(Exercise input Opens)
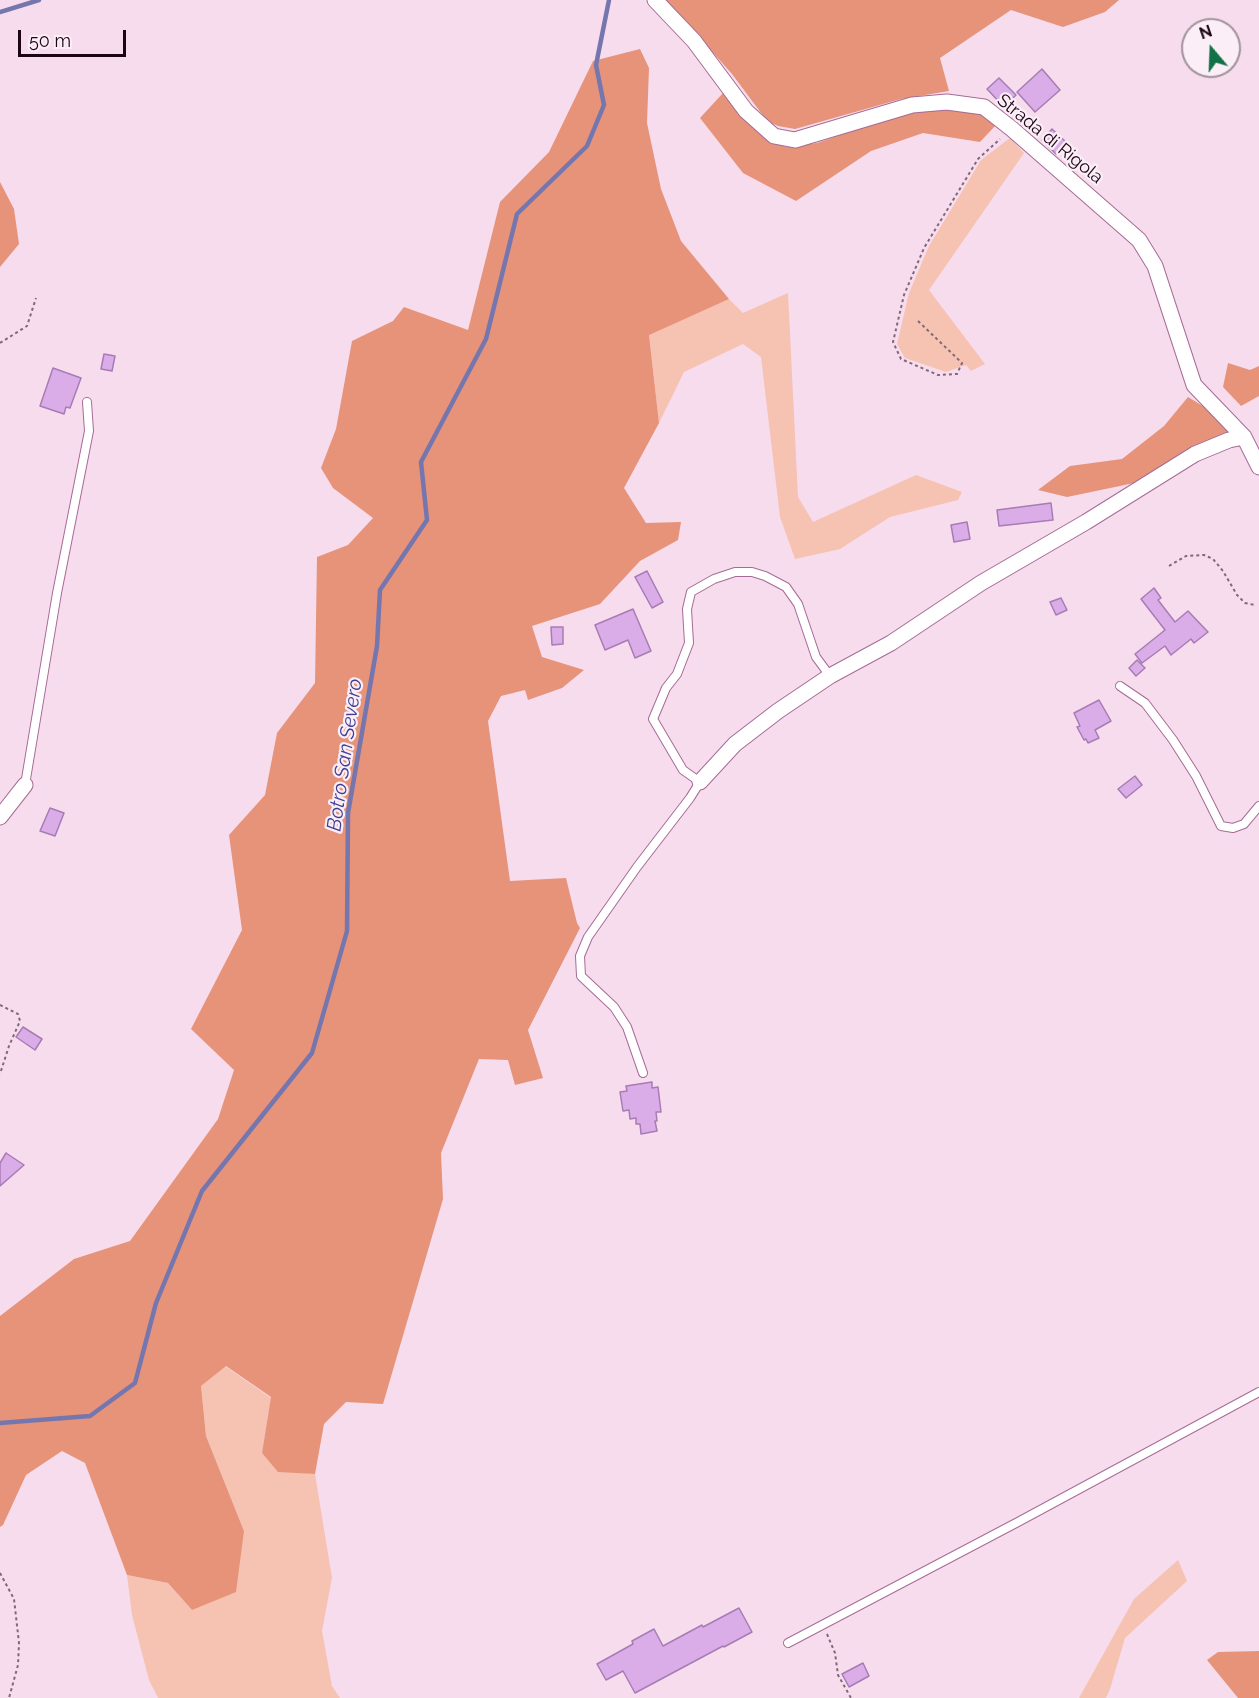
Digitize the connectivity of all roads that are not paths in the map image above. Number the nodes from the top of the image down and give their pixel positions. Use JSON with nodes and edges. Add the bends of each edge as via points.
{"nodes":[{"id":1,"x":655,"y":0,"type":"edge"},
{"id":2,"x":87,"y":402,"type":"dead end"},
{"id":3,"x":1244,"y":437,"type":"junction"},
{"id":4,"x":1259,"y":467,"type":"edge"},
{"id":5,"x":830,"y":676,"type":"junction"},
{"id":6,"x":1120,"y":686,"type":"dead end"},
{"id":7,"x":700,"y":782,"type":"junction"},
{"id":8,"x":25,"y":785,"type":"joint"},
{"id":9,"x":1259,"y":806,"type":"edge"},
{"id":10,"x":0,"y":817,"type":"edge"},
{"id":11,"x":643,"y":1073,"type":"dead end"},
{"id":12,"x":1259,"y":1392,"type":"edge"},
{"id":13,"x":788,"y":1643,"type":"dead end"}],
"edges":[{"from":1,"to":3,"type":"street","name":"Strada di Rigola","via":[[694,41],[746,111],[774,136],[795,140],[912,105],[947,102],[984,107],[1139,240],[1155,266],[1194,385]]},
{"from":2,"to":8,"type":"lane","via":[[90,431],[57,593]]},
{"from":3,"to":4,"type":"street","name":"Strada di Rigola"},
{"from":3,"to":5,"type":"street","via":[[1195,454],[981,583],[891,644]]},
{"from":5,"to":7,"type":"street","via":[[735,744]]},
{"from":5,"to":7,"type":"lane","via":[[816,657],[798,604],[786,587],[752,572],[735,572],[691,591],[687,609],[689,643],[652,719],[683,770]]},
{"from":6,"to":9,"type":"lane","via":[[1145,703],[1173,740],[1221,826],[1233,828],[1244,824]]},
{"from":7,"to":11,"type":"lane","via":[[588,937],[580,956],[582,976],[614,1007],[627,1027]]},
{"from":8,"to":10,"type":"street"},
{"from":12,"to":13,"type":"lane"}]}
(Exercise input Closes)
→ **What needs to be done**: Repeat the entries faithfully. Any picture gets left out.

→ **Finished exercise**:
Digitize the connectivity of all roads that are not paths in the map image above. Number the nodes from the top of the image down and give their pixel positions. Use JSON with nodes and edges. Add the bends of each edge as via points.
{"nodes":[{"id":1,"x":655,"y":0,"type":"edge"},
{"id":2,"x":87,"y":402,"type":"dead end"},
{"id":3,"x":1244,"y":437,"type":"junction"},
{"id":4,"x":1259,"y":467,"type":"edge"},
{"id":5,"x":830,"y":676,"type":"junction"},
{"id":6,"x":1120,"y":686,"type":"dead end"},
{"id":7,"x":700,"y":782,"type":"junction"},
{"id":8,"x":25,"y":785,"type":"joint"},
{"id":9,"x":1259,"y":806,"type":"edge"},
{"id":10,"x":0,"y":817,"type":"edge"},
{"id":11,"x":643,"y":1073,"type":"dead end"},
{"id":12,"x":1259,"y":1392,"type":"edge"},
{"id":13,"x":788,"y":1643,"type":"dead end"}],
"edges":[{"from":1,"to":3,"type":"street","name":"Strada di Rigola","via":[[694,41],[746,111],[774,136],[795,140],[912,105],[947,102],[984,107],[1139,240],[1155,266],[1194,385]]},
{"from":2,"to":8,"type":"lane","via":[[90,431],[57,593]]},
{"from":3,"to":4,"type":"street","name":"Strada di Rigola"},
{"from":3,"to":5,"type":"street","via":[[1195,454],[981,583],[891,644]]},
{"from":5,"to":7,"type":"street","via":[[735,744]]},
{"from":5,"to":7,"type":"lane","via":[[816,657],[798,604],[786,587],[752,572],[735,572],[691,591],[687,609],[689,643],[652,719],[683,770]]},
{"from":6,"to":9,"type":"lane","via":[[1145,703],[1173,740],[1221,826],[1233,828],[1244,824]]},
{"from":7,"to":11,"type":"lane","via":[[588,937],[580,956],[582,976],[614,1007],[627,1027]]},
{"from":8,"to":10,"type":"street"},
{"from":12,"to":13,"type":"lane"}]}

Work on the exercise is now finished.